Il doit voir à ma tête que je suis en train de déraper, de sortir de la course. Il m’explique qu’il faut stopper toute velléités de prendre racine sous cette tente. A ce moment là arrive Franck (parti 3h00 après nous) qui s’écroule à côté! Il souffre de maux de ventre et semble mal en point. Visiblement il a « tapé » dans la machine pour rester au contact de sa course (vous savez, l’autre course, celle des extra terrestres qui volent sur la piste…). Il veut laisser tomber ! Décidément ce n’est pas l’heure des Fran(c)k ! Avec Laurent (surtout Laurent d’ailleurs) on le motive, Laurent lui donne une barre Mulebar (Avec une Mulebar tout repart !). Il craque au niveau digestif (overdose de ses produits énergisants) On le reconditionne doucement, et petit à petit Franck « refait surface ». Il s’assoit, se relève, et hop le voilà reparti. Yes ! De voir ce champion à l’agonie m’a fait oublier mes petits soucis et dans la foulée, Laurent me dit qu’on est également sur le départ.

On quitte le CP en marchant pour grimper tranquillement sur le Jebel Mouchanne. On bavarde, Laurent me raconte son parcours étudiant et professionnel. Je suis très attentif, d’abord parce que c’est intéressant, Laurent a vraiment un parcours assez incroyable dans sa diversité, sa richesse et son ouverture sur le monde en général, ensuite parce que j’oublie le contexte dans lequel nous sommes : la course, le sable, les gens qui nous doublent, mes jambes fatiguées, le sac qui pèse, le nombre de km qui restent, bref je m’évade du MDS. Au gré des aventures et du parcours de Laurent nous avançons. Il s’est mis à mon rythme de marche malgré ses possibilités supérieures, ce qui me permet de rester à ses côtés sans m’asphyxier. Nous sommes sur un terrain plat avec quelques bosses. Nous parlons de la famille, des enfants, de la vie quoi! Le soleil se couche, le désert prend une teinte orangée, la température est devenue agréable, les chameaux (en fait des dromadaires) broutent le long de la piste. On marche à un rythme tranquille, je bavarde avec un ami, je profite du moment, je prends du plaisir. Incroyable contraste, il y a 1h00, j’étais au fond du trou et je vomissais sur tout ce qui m’entourait et maintenant je retrouve ce qui m’a fait devenir un amoureux inconditionnel du désert. Merci Laurent, déjà rien que pour ce moment de bonheur !

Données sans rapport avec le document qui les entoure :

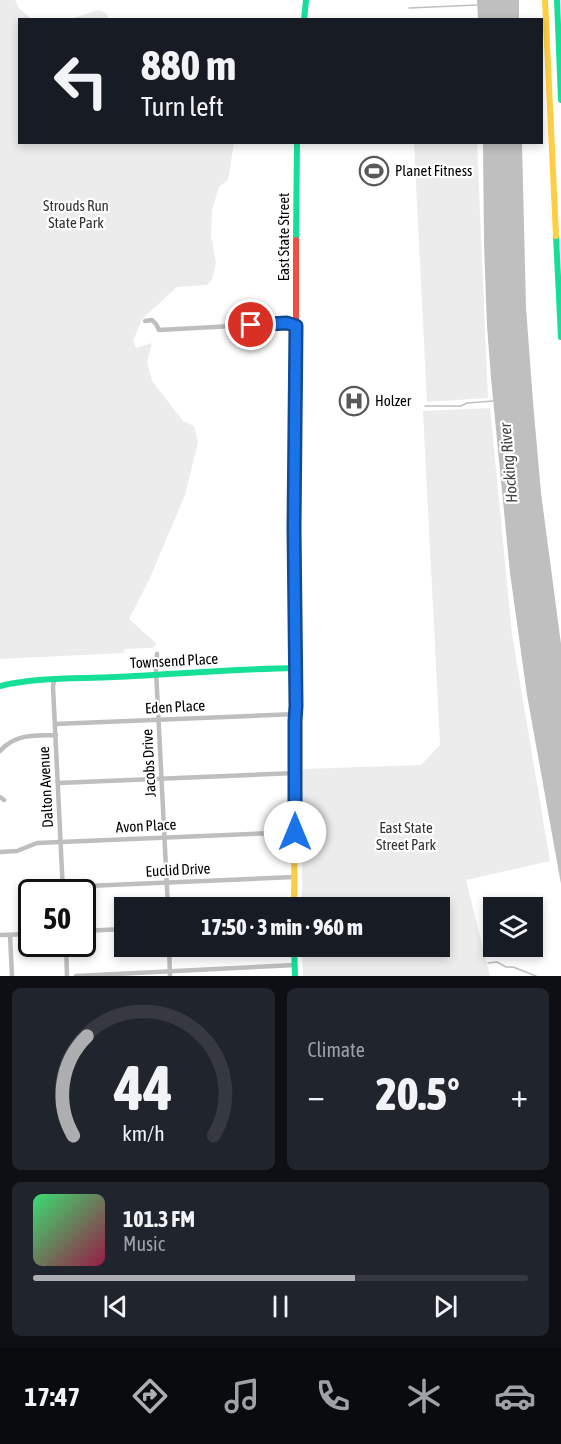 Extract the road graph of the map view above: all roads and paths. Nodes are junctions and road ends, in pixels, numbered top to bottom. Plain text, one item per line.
1 (306, 0) edge
2 (545, 0) edge
3 (557, 0) edge
4 (304, 18) edge
5 (561, 100) edge
6 (297, 144) edge
7 (145, 321) dead end
8 (296, 326) junction
9 (561, 337) edge
10 (157, 654) dead end
11 (296, 668) junction
12 (157, 674) junction
13 (54, 680) junction
14 (0, 686) edge
15 (296, 714) junction
16 (159, 720) junction
17 (55, 724) junction
18 (56, 735) junction
19 (0, 751) edge
20 (295, 773) junction
21 (162, 778) junction
22 (58, 783) junction
23 (295, 832) junction
24 (164, 837) junction
25 (61, 842) junction
26 (0, 852) edge
27 (294, 877) junction
28 (63, 879) edge
29 (166, 883) junction
30 (96, 888) edge
31 (167, 897) edge
32 (294, 897) edge
33 (114, 929) edge
34 (96, 930) edge
35 (0, 935) edge
36 (10, 935) junction
37 (18, 935) edge
38 (66, 957) edge
39 (169, 957) edge
40 (295, 957) edge
41 (295, 965) junction
42 (170, 974) edge
43 (12, 976) edge
44 (67, 976) edge
45 (76, 976) edge
46 (296, 976) edge

1 - 4 main road
2 - 9 main road
3 - 5 main road
6 - 8 main road, East State Street
7 - 8 street
8 - 11 main road, East State Street
10 - 12 street, Jacobs Drive
11 - 12 main road, Townsend Place
11 - 15 main road, East State Street
12 - 13 main road, Townsend Place
12 - 16 street, Jacobs Drive
13 - 14 main road, Townsend Place
13 - 17 street, Dalton Avenue
15 - 16 street, Eden Place
15 - 20 main road, East State Street
16 - 17 street, Eden Place
16 - 21 street, Jacobs Drive
17 - 18 street, Dalton Avenue
18 - 19 street
18 - 22 street, Dalton Avenue
20 - 21 street
20 - 23 main road, East State Street
21 - 22 street
21 - 24 street, Jacobs Drive
22 - 25 street, Dalton Avenue
23 - 24 street, Avon Place
23 - 27 main road, East State Street
24 - 25 street, Avon Place
24 - 29 street, Jacobs Drive
25 - 26 street, Avon Place
25 - 28 street, Dalton Avenue
27 - 29 street, Euclid Drive
27 - 32 main road, East State Street
29 - 30 street, Euclid Drive
29 - 31 street, Jacobs Drive
33 - 34 street
35 - 36 street
36 - 37 street
36 - 43 street
38 - 44 street
39 - 42 street
40 - 41 main road
41 - 42 street
41 - 46 main road
42 - 45 street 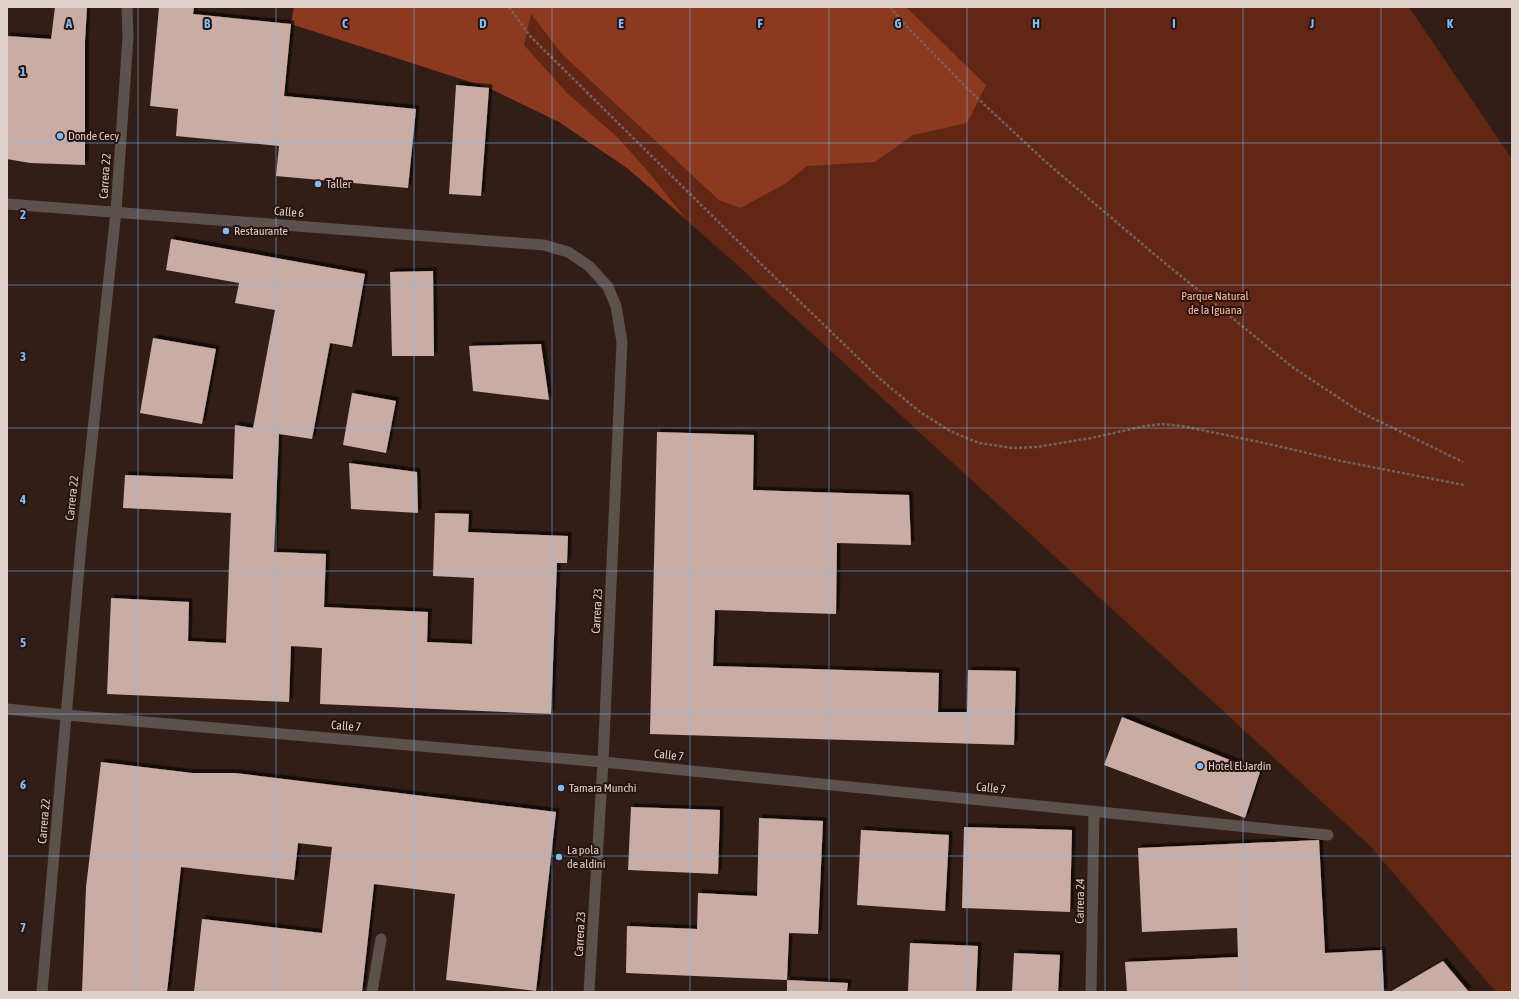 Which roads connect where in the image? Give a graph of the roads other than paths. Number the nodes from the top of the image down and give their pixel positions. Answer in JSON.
{"nodes":[{"id":1,"x":127,"y":7,"type":"edge"},
{"id":2,"x":7,"y":204,"type":"edge"},
{"id":3,"x":116,"y":212,"type":"junction"},
{"id":4,"x":568,"y":252,"type":"joint"},
{"id":5,"x":7,"y":710,"type":"edge"},
{"id":6,"x":66,"y":715,"type":"junction"},
{"id":7,"x":603,"y":762,"type":"junction"},
{"id":8,"x":1094,"y":811,"type":"junction"},
{"id":9,"x":1328,"y":835,"type":"dead end"},
{"id":10,"x":381,"y":939,"type":"dead end"},
{"id":11,"x":42,"y":992,"type":"edge"},
{"id":12,"x":372,"y":992,"type":"edge"},
{"id":13,"x":589,"y":992,"type":"edge"},
{"id":14,"x":1091,"y":992,"type":"edge"}],
"edges":[{"from":1,"to":3,"type":"street","name":"Carrera 22"},
{"from":2,"to":3,"type":"street","name":"Calle 6"},
{"from":3,"to":4,"type":"street","name":"Calle 6"},
{"from":3,"to":6,"type":"street","name":"Carrera 22"},
{"from":4,"to":7,"type":"street","name":"Carrera 23"},
{"from":5,"to":6,"type":"street","name":"Calle 7"},
{"from":6,"to":7,"type":"street","name":"Calle 7"},
{"from":6,"to":11,"type":"street","name":"Carrera 22"},
{"from":7,"to":8,"type":"street","name":"Calle 7"},
{"from":7,"to":13,"type":"street","name":"Carrera 23"},
{"from":8,"to":9,"type":"street","name":"Calle 7"},
{"from":8,"to":14,"type":"street","name":"Carrera 24"},
{"from":10,"to":12,"type":"street"}]}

Laurent m’a remis sur les rails de la course. On essaye d’estimer notre arrivée au CP4, on aimerait y être avant la nuit, soit avant 19h30. Notre progression suit le rythme des orientations professionnelles de Laurent (pour moi c’est plus rapide, je n’ai jamais changé de boulot !). Depuis le départ du CP3, je ne bois que de l’eau pure, je ne peux plus supporter le goût (soit disant neutre) de ma boisson. On croise une caravane de chameaux (oui je sais c’est des dromadaires) on franchit des dunettes (je suis tellement absorbé par notre conversation que je ne peste même pas) et après avoir traversé une piste remplie de trace de véhicules, qui nous rappelle que nous sommes bien loin d’être perdu au milieu du désert, nous voilà en vue du CP4. C’est fou, aujourd’hui entre les CP2 et 3, j’aurais vécu le pire et entre les CP3 et 4, le meilleur moment de ce MDS !

Km 49 CP4
Il est 19h10, la nuit tombe, nous sommes dans notre timing (arriver au CP4 avant 19h30). Cela fait près de 10h00 que je « cours ». Je viens de battre mon record (9h30 pour la Saintélyon). 2h30 pour faire 11 km, pas rapide, mais personnellement je m’en moque, je suis revenu dans l’épreuve et je viens de passer un super moment. Je comprends ceux qui parlent de ces instants fabuleux de partage au MDS. J’ai eu ce privilège. Nous avons décidé de nous arrêter le temps de manger. On se pose sous une tente, on allume la frontale et on sort notre « pique nique ». On partage la viande séchée de Laurent, mon saucisson, les noix de cajou. J’avale mon sportdej avec plaisir car je sature des barres et de me mes gels qui sont pourtant ce qui se fait de mieux en goût et qualité. Un Italien nous offre un morceau de chorizo !!! Quel bonheur, je lui aurais embrassé les pieds ! Et pourtant vous imaginez des pieds d’Italien après 158 km au MDS….. ! Dès notre frugal repas achevé Laurent donne le signal du départ, il a raison sinon on (je) risque de ne plus repartir. Des concurrents ont décidé de s’arrêter et de dormir au CP4. Que ce soit sous les tentes ou à l’extérieur, beaucoup sont déjà dans leur sac de couchage. On casse le bâton, qu’on nous a donné au CP3, on le secoue et miracle ça devient lumineux. On le fixe au dos du sac, un petit pipi au jugé (il faut éviter de pisser sur quelqu’un qui dort) et nous voila reparti.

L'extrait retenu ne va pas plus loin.